One of several things that sets us apart from the animals is that we can use--and love--words, and we'd like to trust our fellow humans with their own. It is this underlying pulse that moves through the recently published The Speechwriter: A Brief Education in Politics by Barton Swaim. Although presently working as the Communications Manager of the South Carolina Policy Council, Swaim spent several years as a speechwriter for former Governor Mark Sanford. Although Swaim never mentions the disgraced gubernatorial giant by name in his book, those of us who can sniff out recent history like my mechanic can notice bad wheel bearings know of whom he speaks. He tells this candid remembrance of labor, not to smear Sanford, but to provide insight into how flawed people use language, how we desire people to be better, and how we must make terms with disappointment when others let us down.
Swaim's style engages the reader, neither bogging down nor quickening the pace beyond proper bounds. The book goes a little more than two hundred pages, so no one will look at it and think, "Good heavens, there goes the next four weeks of my life." (I finished it in four days) He expertly shows both the colorful greatness and the deepest flaws of those in the halls of power in the Palmetto State, but he does so to display authentic humanity. There are no character assassinations or forays into the no-man's land of ad hominem attacks. In a culture of kiss-and-tell unauthorized biographies, this is a welcome move.
As Governor Sanford is the central human character of focus, Swaim paints a portrait of the man that slaloms effortlessly between the appreciation for Sanford's tenacity and work ethic on one hand and the harsh, unsavory attitude and moral failings on the other. After performing well on the first speech he wrote for Sanford, Swaim shows genuine vulnerability as he recalls the governor's dismissal of his later writing attempts. He depicts Sanford as a man of determination to see policies through to the end, a soldier devoted to first principles that reflect the vision of limited government. Yet the same focus on seeing desires through takes the governor to pursue other, darker passions that ruin his marriage and bring the phrase "hiking the Appalachian trail" forever into the American vernacular.
Through it all, Swaim restrains from painting politics with a broad brush. He even says we can't automatically declare "politics is full of lies and liars; it has no more liars than other fields do...Using vague, slippery, or just meaningless language is not the same as lying; it's not intended to deceive so much as to preserve options, buy time, distance oneself from others, or just to sound like you're saying something instead of nothing." He looks upon this time, as the book's subtitle reveals, as a classic "brief education."
It is a tribute to Swaim that he took this education seriously. He has a passion for using words correctly, but he shows a willingness to make them work. He relates his struggles with capturing Sanford's voice for his speeches, finding varied degrees of success until he transcribes many of the governor's letters and noting consistently emphasized common words. He learned how to stretch words and phrases to bulk up paragraphs so that a ten-line note could become a full-page letter that would make its recipient feel like a million bucks. Swaim shows that writing for others is not just limited to knowing one's audience, but also the vision of the communicator.

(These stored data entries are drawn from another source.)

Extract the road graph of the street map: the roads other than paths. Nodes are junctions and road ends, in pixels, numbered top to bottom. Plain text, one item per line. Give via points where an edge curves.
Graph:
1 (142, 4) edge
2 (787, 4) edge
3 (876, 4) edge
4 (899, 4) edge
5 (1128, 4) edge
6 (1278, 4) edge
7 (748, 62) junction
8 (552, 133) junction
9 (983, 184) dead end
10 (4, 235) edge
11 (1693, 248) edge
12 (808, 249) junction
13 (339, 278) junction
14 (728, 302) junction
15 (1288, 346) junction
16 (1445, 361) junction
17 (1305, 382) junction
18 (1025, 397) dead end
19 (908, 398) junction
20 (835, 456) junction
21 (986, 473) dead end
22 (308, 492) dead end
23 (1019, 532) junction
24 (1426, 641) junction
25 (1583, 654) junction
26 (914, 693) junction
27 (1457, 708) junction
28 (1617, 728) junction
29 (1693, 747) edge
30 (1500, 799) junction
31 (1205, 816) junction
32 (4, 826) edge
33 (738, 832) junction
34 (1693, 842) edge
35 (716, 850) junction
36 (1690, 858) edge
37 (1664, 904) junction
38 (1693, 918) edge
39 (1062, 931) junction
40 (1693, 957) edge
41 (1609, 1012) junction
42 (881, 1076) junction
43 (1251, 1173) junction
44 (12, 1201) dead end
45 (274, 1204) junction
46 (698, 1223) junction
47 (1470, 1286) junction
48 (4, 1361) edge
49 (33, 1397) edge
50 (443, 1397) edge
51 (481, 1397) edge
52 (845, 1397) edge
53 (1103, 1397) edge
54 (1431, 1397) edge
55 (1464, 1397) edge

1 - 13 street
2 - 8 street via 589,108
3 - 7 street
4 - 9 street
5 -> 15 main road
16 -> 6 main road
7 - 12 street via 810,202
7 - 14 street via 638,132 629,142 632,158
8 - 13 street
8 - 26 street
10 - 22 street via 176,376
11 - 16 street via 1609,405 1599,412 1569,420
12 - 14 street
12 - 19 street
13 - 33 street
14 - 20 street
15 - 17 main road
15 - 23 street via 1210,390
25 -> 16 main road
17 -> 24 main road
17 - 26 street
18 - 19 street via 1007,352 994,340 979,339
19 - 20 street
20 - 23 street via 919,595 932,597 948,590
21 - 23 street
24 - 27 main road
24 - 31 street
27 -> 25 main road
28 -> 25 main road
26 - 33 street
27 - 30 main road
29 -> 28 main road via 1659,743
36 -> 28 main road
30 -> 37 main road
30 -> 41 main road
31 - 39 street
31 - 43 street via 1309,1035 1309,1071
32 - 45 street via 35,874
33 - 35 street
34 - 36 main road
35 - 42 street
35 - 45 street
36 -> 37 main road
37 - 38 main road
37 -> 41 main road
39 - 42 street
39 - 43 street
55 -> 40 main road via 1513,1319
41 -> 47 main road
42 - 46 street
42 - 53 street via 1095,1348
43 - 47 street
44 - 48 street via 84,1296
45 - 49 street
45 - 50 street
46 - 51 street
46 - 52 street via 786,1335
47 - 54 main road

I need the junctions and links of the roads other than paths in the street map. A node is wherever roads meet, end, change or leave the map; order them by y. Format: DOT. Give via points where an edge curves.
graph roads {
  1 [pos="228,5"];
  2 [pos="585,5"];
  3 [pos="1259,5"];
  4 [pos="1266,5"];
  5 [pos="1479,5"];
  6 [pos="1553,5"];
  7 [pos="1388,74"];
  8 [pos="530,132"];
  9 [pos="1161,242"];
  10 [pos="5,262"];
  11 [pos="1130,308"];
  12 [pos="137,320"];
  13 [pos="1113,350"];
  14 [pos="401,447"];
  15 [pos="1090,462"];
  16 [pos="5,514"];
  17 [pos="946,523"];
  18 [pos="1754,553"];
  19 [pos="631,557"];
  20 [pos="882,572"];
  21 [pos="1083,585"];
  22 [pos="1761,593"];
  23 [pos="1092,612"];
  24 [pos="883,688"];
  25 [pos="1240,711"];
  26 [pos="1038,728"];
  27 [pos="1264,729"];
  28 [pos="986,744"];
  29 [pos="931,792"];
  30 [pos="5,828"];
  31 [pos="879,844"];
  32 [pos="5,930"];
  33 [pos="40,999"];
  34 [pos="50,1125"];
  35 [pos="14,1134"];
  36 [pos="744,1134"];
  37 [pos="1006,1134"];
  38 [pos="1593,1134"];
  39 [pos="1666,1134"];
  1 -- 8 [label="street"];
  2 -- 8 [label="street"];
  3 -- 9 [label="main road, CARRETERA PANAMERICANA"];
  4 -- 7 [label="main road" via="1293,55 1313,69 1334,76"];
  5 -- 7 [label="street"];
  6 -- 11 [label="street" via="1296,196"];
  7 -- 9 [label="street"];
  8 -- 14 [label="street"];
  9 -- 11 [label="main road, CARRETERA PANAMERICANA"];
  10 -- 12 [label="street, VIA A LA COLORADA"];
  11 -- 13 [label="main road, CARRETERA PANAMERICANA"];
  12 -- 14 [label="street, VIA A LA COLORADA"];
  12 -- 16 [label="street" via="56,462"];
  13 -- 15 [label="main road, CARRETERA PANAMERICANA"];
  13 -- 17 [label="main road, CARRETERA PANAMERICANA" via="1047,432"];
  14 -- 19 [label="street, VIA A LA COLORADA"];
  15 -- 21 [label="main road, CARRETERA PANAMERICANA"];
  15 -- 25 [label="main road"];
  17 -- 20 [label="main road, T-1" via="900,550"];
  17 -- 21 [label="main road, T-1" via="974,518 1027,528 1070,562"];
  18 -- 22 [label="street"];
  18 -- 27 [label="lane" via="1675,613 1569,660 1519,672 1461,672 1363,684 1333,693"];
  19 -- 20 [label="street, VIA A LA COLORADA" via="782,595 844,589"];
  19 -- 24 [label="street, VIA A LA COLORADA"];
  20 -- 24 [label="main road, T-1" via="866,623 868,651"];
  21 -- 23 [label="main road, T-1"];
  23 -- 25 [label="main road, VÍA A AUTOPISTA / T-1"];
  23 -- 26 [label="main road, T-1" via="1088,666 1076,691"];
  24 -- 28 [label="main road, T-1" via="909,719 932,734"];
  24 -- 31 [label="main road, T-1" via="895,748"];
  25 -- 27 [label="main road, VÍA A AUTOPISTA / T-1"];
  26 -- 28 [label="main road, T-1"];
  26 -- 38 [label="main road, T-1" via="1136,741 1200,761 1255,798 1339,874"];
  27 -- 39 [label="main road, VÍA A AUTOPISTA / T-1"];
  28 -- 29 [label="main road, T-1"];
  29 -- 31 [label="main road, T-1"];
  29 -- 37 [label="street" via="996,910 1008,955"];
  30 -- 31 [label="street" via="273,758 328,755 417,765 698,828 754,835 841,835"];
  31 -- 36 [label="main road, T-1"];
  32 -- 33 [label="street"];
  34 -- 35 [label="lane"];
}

With consistent genuineness, Swaim shows the admirable depths of humanity. Sanford is easily the flawed soul most often on display, often at the mercy of (or just as often demanding to be limited to) a series of talking points. But he also could speak with candor about what America couldn't do alongside it's potential. Swaim says "the governor's heroism...consisted in his brutal honesty about the limits of what could be done", whether on spending programs or whatever. But Swaim is fair enough to show just how much the job could chip away at his own reserves. He opens up about having to deal with Sanford's acerbic responses to his best writing attempts, the times he'd go to work and feel like vomiting, and the seasons of difficulty his labors would cause for he and his wife Laura. As one who experienced a stretch of wedded choppiness during fifteen months of pastoral ministry, I can appreciate what Swaim shares about swimming those marital seas.
But through the entire book, Swaim's main character is the beauty of language. We have an inborn desire to tell stories, to project an image and ideals we want others to believe. And we want to tell those stories well. There are rules we believe about the way we write and speak, and those rules get bent. Throughout his time serving Governor Sanford, Swaim doggedly tries to discover how to live in that latitude, while believing dearly in a vision for how to tell a story. And he brings his own story to a crescendo with a question: How to we use words for others to communicate a vision for life when those "others" let us down and damage our trust? Swaim leaves us with a thirst to use our own words honestly, but he wisely cautions us against overshooting our landing field and trusting those who "glory in receiving glory."
Here is no potboiler or political epic or world-shattering events. The simple delight and enchantment of this tome comes from the interplay of hope and confession. Swaim confesses that there will always be disappointment of some variety as we deal with those in power and--to degrees--our own selves. But we do have the hope that we can weave our words into a tapestry that acknowledges the beauty and flaws of what Francis Schaeffer called "the mannishness of man." In a real sense, this is a love story about language and the hope that we can still trust the spoken and written word. And at its core, along with the human drama within the covers, that is what makes this story a must-read.